Besides the historical figures that are buried in these cemeteries, it’s the grave markers or tombstones of everyday people who often catch my attention. In my treks through cemeteries it’s not uncommon to find grave markers simply marked “Father” with no name or date of death. Other markers tell that the person died at a young age or you find an entire plot of graves associated with one family. I wonder who these people were and what kinds of lives they led and where they lived. It’s untold and undiscovered history.

Foggy Morning. Photo by Juan Garcia.
Foggy Morning. Photo by Juan Garcia.

RR: You’ve taken photos from all over San Antonio. What are some of your favorite spots (aesthetically and/or historically)?

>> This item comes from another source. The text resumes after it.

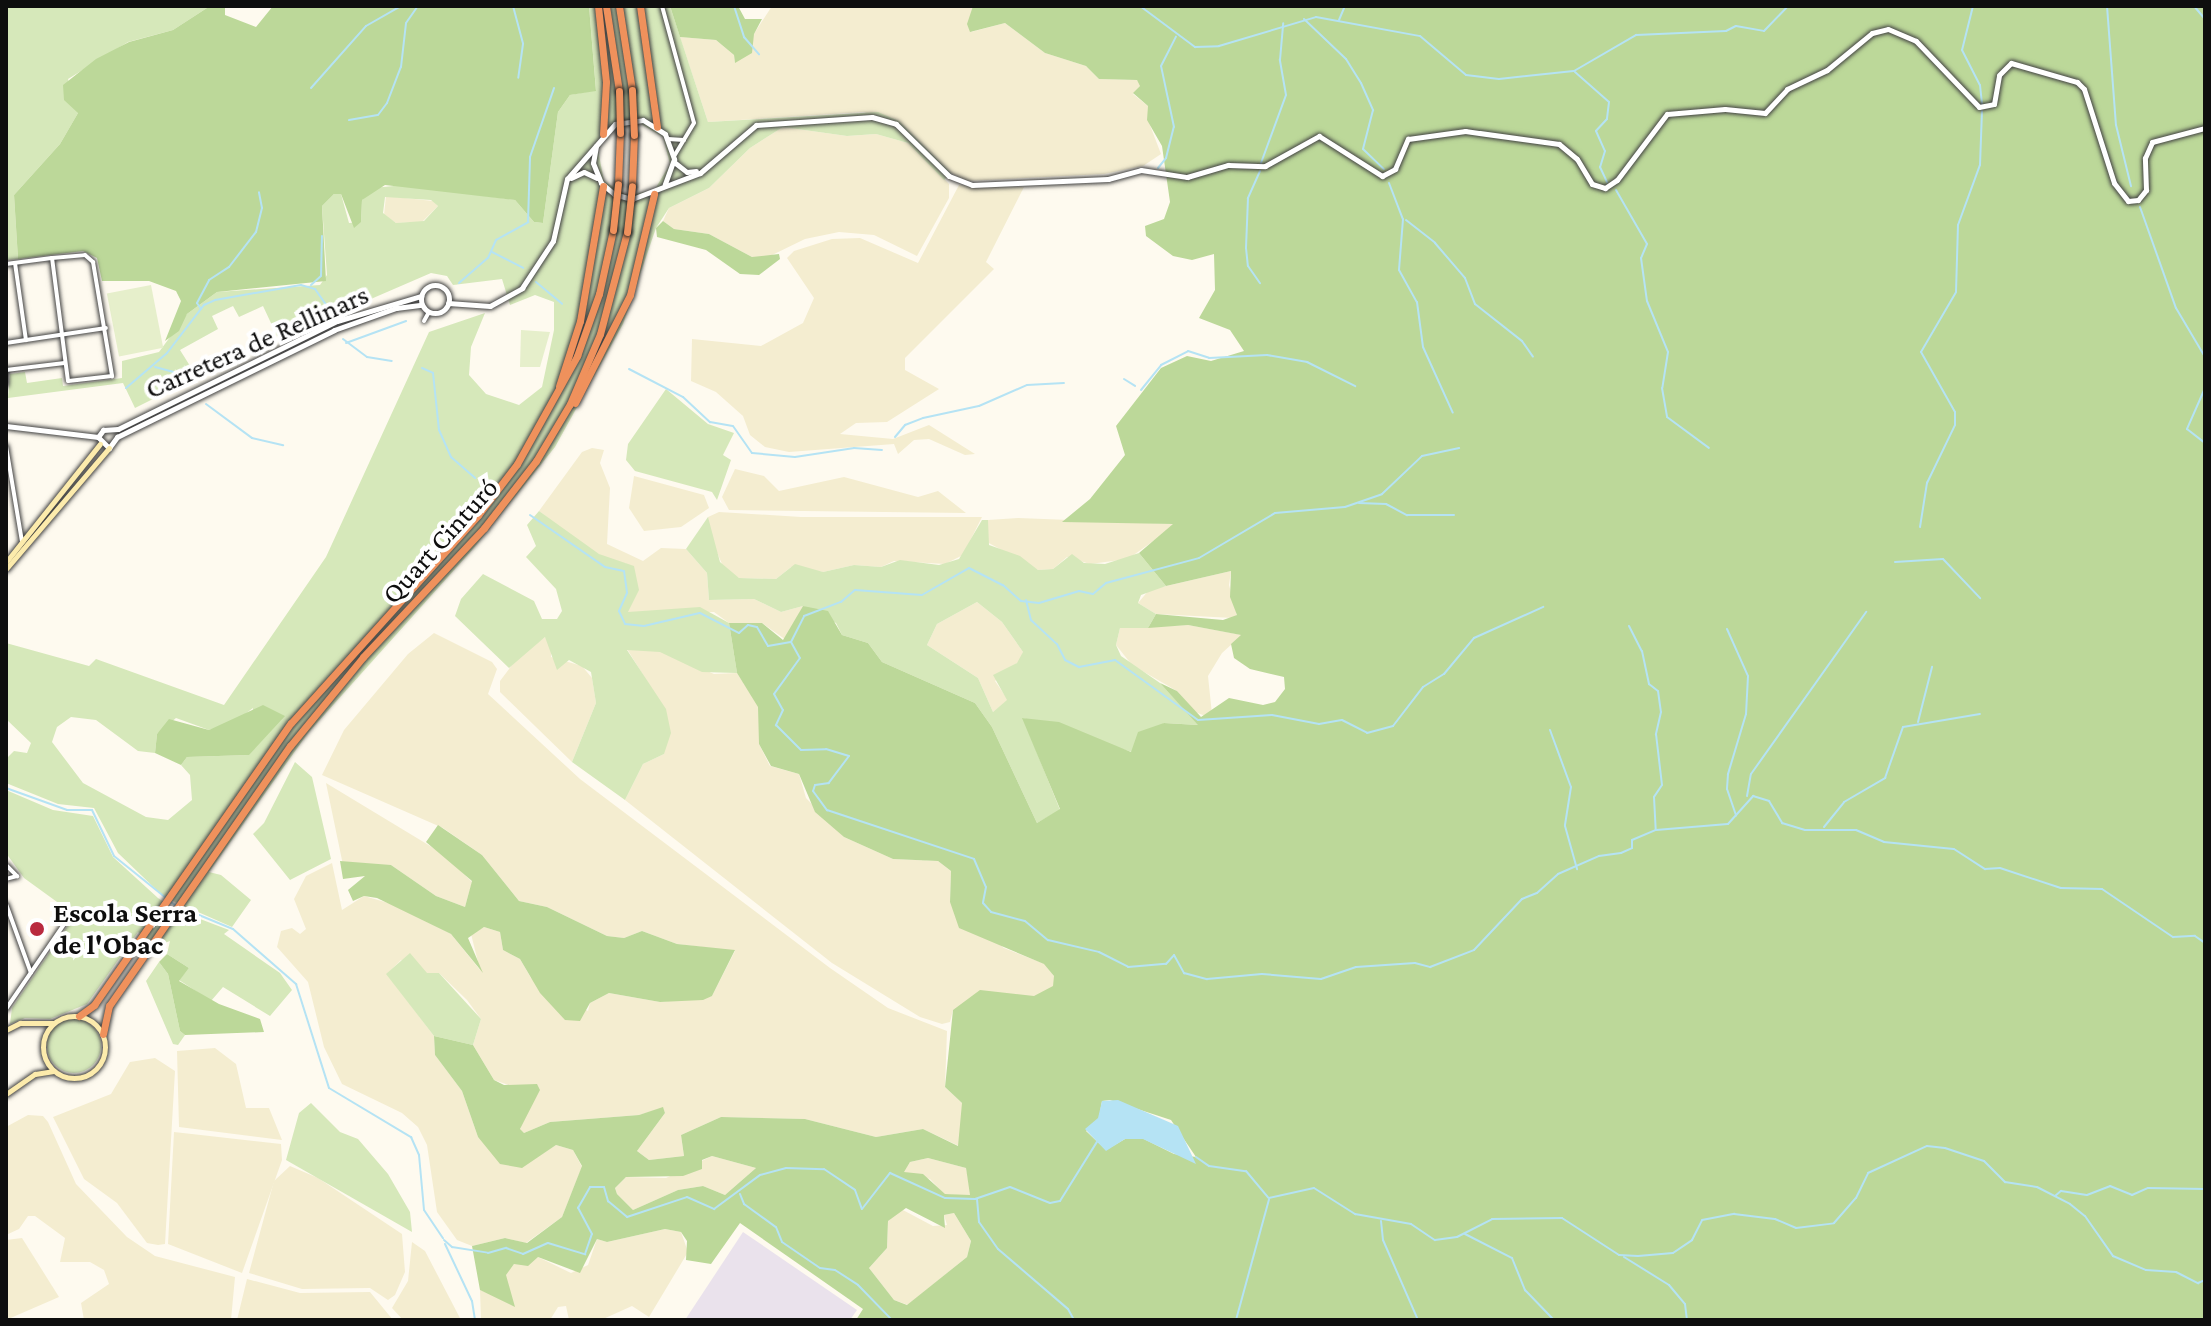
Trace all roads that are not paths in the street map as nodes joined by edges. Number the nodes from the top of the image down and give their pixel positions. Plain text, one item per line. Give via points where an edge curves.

JG: Gosh, besides the cemeteries my interest is mostly in the architectural beauty of the city. I love San Antonio and have taken photos of the Missions, the River Walk, downtown, etc. Over the last couple of years my neighborhood has become one of my favorite areas to photograph. Dignowity Hill, like all of historic neighborhoods, has not only some wonderful architecture but some great history as well.

Along the Rio Grande. Photo by Juan Garcia
Along the Rio Grande. Photo by Juan Garcia.

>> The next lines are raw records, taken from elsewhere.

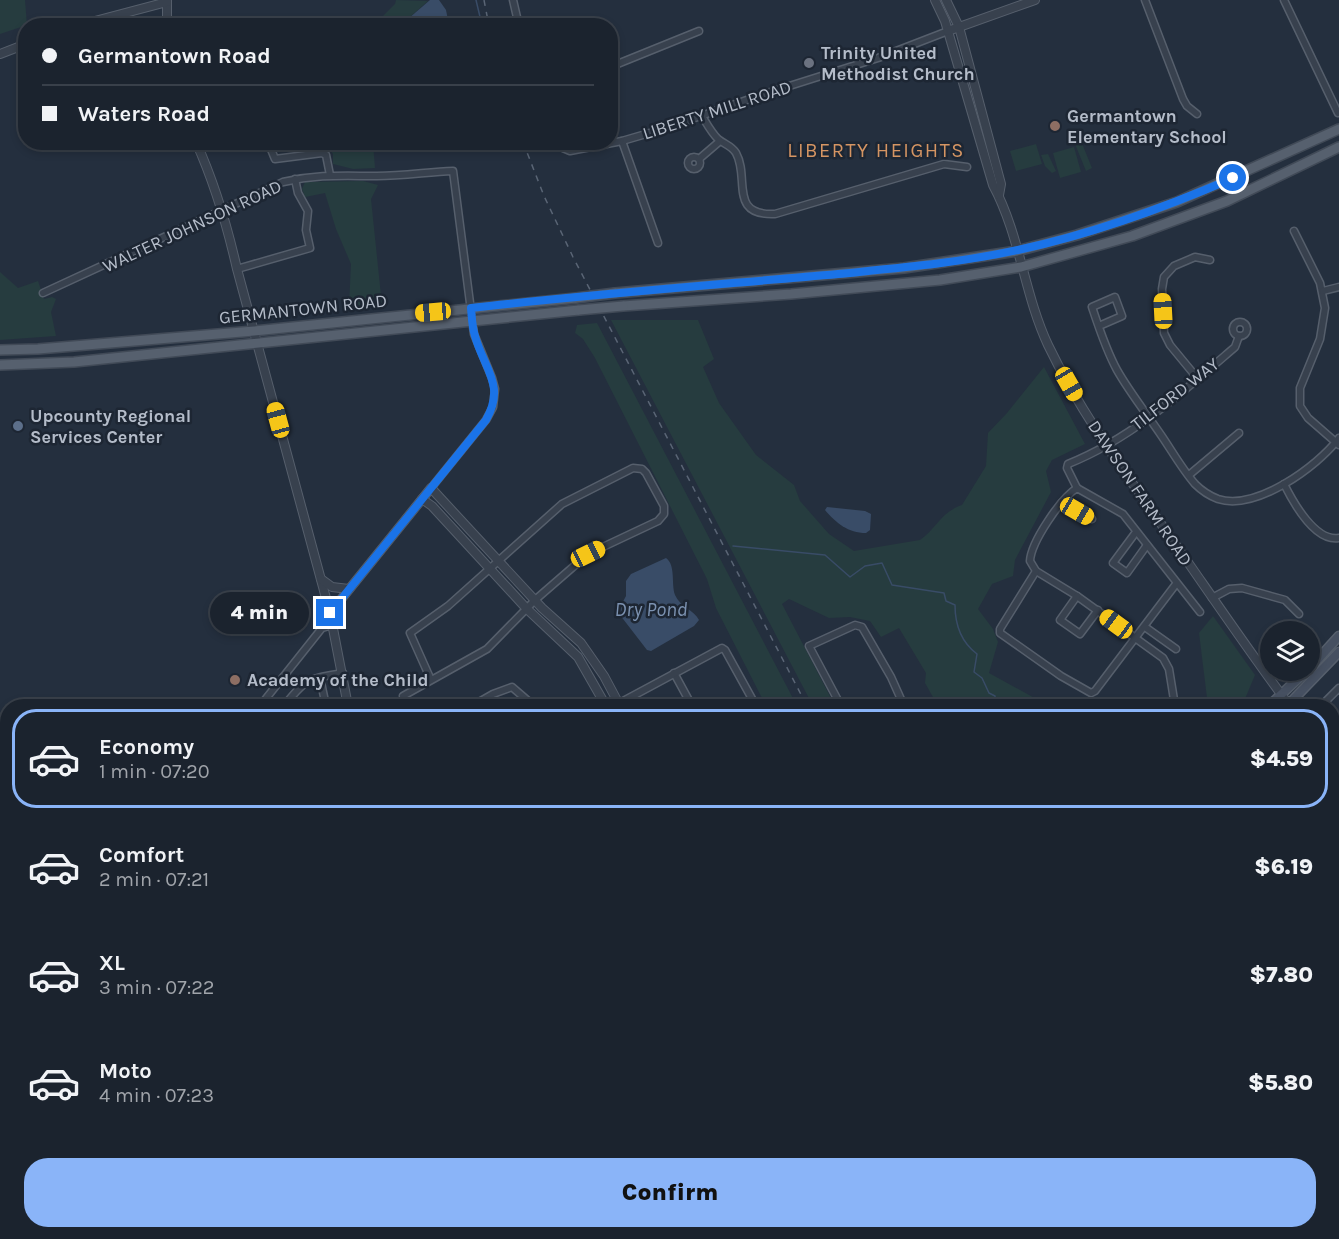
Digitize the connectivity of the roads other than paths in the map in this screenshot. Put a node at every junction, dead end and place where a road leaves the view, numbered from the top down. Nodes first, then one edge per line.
1 (513, 0) edge
2 (935, 0) edge
3 (946, 0) edge
4 (1035, 0) edge
5 (1145, 0) edge
6 (1284, 0) edge
7 (167, 1) edge
8 (105, 18) edge
9 (167, 18) edge
10 (517, 18) edge
11 (959, 27) junction
12 (699, 31) dead end
13 (948, 31) junction
14 (18, 47) edge
15 (0, 54) edge
16 (618, 64) edge
17 (1338, 113) edge
18 (1197, 114) dead end
19 (702, 116) junction
20 (1339, 129) edge
21 (622, 141) junction
22 (720, 141) junction
23 (618, 142) edge
24 (1339, 147) edge
25 (199, 150) edge
26 (271, 150) edge
27 (699, 159) dead end
28 (967, 167) dead end
29 (330, 175) junction
30 (295, 179) junction
31 (999, 196) junction
32 (223, 212) junction
33 (1294, 231) dead end
34 (658, 243) dead end
35 (1017, 250) junction
36 (1210, 260) dead end
37 (1021, 267) junction
38 (237, 269) junction
39 (1339, 287) edge
40 (1323, 291) junction
41 (43, 293) dead end
42 (471, 308) junction
43 (472, 322) junction
44 (1099, 326) junction
45 (254, 331) junction
46 (1239, 336) dead end
47 (257, 344) junction
48 (0, 350) edge
49 (0, 365) edge
50 (1198, 379) junction
51 (1149, 417) junction
52 (1239, 433) dead end
53 (1338, 442) edge
54 (1105, 446) junction
55 (1189, 475) junction
56 (1284, 484) junction
57 (431, 488) junction
58 (1077, 488) junction
59 (422, 499) junction
60 (1062, 502) junction
61 (1092, 519) dead end
62 (1136, 532) junction
63 (1339, 538) edge
64 (1147, 545) junction
65 (498, 561) junction
66 (489, 569) junction
67 (1036, 571) junction
68 (320, 577) junction
69 (1176, 584) junction
70 (349, 589) junction
71 (1077, 596) junction
72 (1212, 598) junction
73 (535, 600) junction
74 (526, 608) junction
75 (1098, 610) junction
76 (1200, 612) dead end
77 (330, 613) junction
78 (1299, 614) dead end
79 (333, 625) junction
80 (1145, 627) junction
81 (1339, 636) edge
82 (1135, 637) junction
83 (1176, 649) dead end
84 (1339, 651) edge
85 (1320, 656) edge
86 (343, 673) junction
87 (674, 673) junction
88 (320, 678) junction
89 (431, 680) junction
90 (1296, 681) edge
91 (1339, 688) edge
92 (1282, 695) junction
93 (403, 696) dead end
94 (266, 699) edge
95 (289, 699) edge
96 (324, 699) edge
97 (347, 699) edge
98 (484, 699) edge
99 (526, 699) edge
100 (602, 699) edge
101 (614, 699) edge
102 (630, 699) edge
103 (688, 699) edge
104 (752, 699) edge
105 (837, 699) edge
106 (901, 699) edge
107 (1174, 699) edge
108 (1277, 699) edge
109 (1285, 699) edge
110 (1295, 699) edge
111 (1328, 699) edge

1 - 10 street
2 - 13 street, DAWSON FARM ROAD
3 - 11 street, DAWSON FARM ROAD
4 - 11 street, LIBERTY MILL ROAD
5 - 18 street
6 - 17 street
7 - 8 street
7 - 9 street
11 - 13 street, LIBERTY MILL ROAD
11 - 31 street, DAWSON FARM ROAD
12 - 16 street
13 - 19 street, LIBERTY MILL ROAD
13 - 31 street, DAWSON FARM ROAD
14 - 15 street
19 - 21 street, LIBERTY MILL ROAD
19 - 22 street
20 - 35 main road, GERMANTOWN ROAD
21 - 23 street, LIBERTY MILL ROAD
21 - 34 street
22 - 27 street
22 - 28 street
24 - 37 main road, GERMANTOWN ROAD
25 - 32 street
26 - 29 street
29 - 30 street, WALTER JOHNSON ROAD
29 - 42 street, WALTER JOHNSON ROAD
30 - 32 street, WALTER JOHNSON ROAD
30 - 38 street
31 - 35 street, DAWSON FARM ROAD
32 - 38 street
32 - 41 street, WALTER JOHNSON ROAD
33 - 40 street
35 - 37 street, DAWSON FARM ROAD
35 - 42 main road, GERMANTOWN ROAD, bridge
36 - 50 street
37 - 43 main road, GERMANTOWN ROAD, bridge
37 - 54 street, DAWSON FARM ROAD
38 - 45 street
39 - 40 street
40 - 53 street
42 - 43 street
42 - 45 main road, GERMANTOWN ROAD
43 - 47 main road, GERMANTOWN ROAD
43 - 57 street
44 - 44 street
44 - 51 street
45 - 47 street
45 - 48 main road, GERMANTOWN ROAD
46 - 50 street, TILFORD WAY
47 - 49 main road, GERMANTOWN ROAD
47 - 68 street
50 - 51 street, TILFORD WAY
51 - 54 street, TILFORD WAY
51 - 55 street
52 - 55 street
53 - 56 street
54 - 58 street, TILFORD WAY
54 - 72 street, DAWSON FARM ROAD
55 - 56 street
56 - 63 street
57 - 59 street
57 - 65 street
58 - 60 street
58 - 62 street
59 - 66 street
59 - 70 street
60 - 61 street
60 - 67 street
62 - 64 street
62 - 64 street
64 - 69 street
65 - 66 street
65 - 73 street
65 - 73 street
66 - 74 street
66 - 89 street
67 - 71 street
67 - 82 street
68 - 70 street
68 - 77 street
69 - 76 street
69 - 80 street
70 - 77 street
71 - 75 street
71 - 75 street
72 - 78 street
72 - 92 street, DAWSON FARM ROAD
73 - 74 street
73 - 101 street
74 - 89 street
74 - 100 street
75 - 82 street
77 - 79 street
79 - 86 street
79 - 94 street
80 - 82 street
80 - 83 street
81 - 85 main road
82 - 107 street
84 - 110 main road
86 - 88 street
86 - 97 street
87 - 102 street
87 - 103 street
87 - 104 street
88 - 95 street
88 - 96 street
89 - 93 street
90 - 92 main road
91 - 111 street
92 - 108 main road
92 - 109 street, DAWSON FARM ROAD
98 - 99 street
105 - 106 street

One of the things I love to do is to document the restoration process of an old house. My wife and I have restored three old houses, including our own, since we moved into Dignowity. It’s fun to record the before, during and after images of an old house restoration project.

I love our downtown. When I was a kid my grandfather, and later my dad, owned a shoe repair shop on Laredo Street between Commerce and Houston Street. I grew up hanging out with the local characters. It was great to roam around downtown back then. The shop is long gone. The Vistana has taken over that whole city block. I enjoy documenting urban/city scenes. In a sense, I tend to approach photography from a street photographer/photo journalistic perspective, but also have an interest in landscape photography. One of my favorite places in Texas to photograph is the Big Bend region, and the Oregon coast is just beautiful.

Big bend grocery store. Photo by Juan Garcia.
Big bend grocery store. Photo by Juan Garcia.

RR: What are your camera specs (brand, size, etc.)? Did you have any technically difficult shots at the cemetery or elsewhere?

JG: I use a 12 mp Pentax digital camera. It’s an older model Pentax (at least three years old), but it gets the job done. Before I switched to digital I shot mostly Nikon. I still have several Nikons, i.e., a Nikon FM and I’m hanging on to my Nikon F100 along with a Yashicamat camera (medium format 120). I still like to shoot film every once in a while.

In regards to technical difficulties, shooting in fog can be a challenge, but it’s a great effect for cemetery shots. Photoshop is a great tool to have, but I don’t typically use it too much other than converting to black and white and cropping. I typically use one lens when I shoot, a 18-55mm Pentax zoom, but most of my shots are taken at 18mm (28 mm/35 equivalent). I like to get close when I shoot and I love the perspective that a wide-angle lens gives you.

RR: Tell us about yourself: “day job,” hobbies, interests, and what brought you to your home in Dignowity Hill? Are you a native San Antonian?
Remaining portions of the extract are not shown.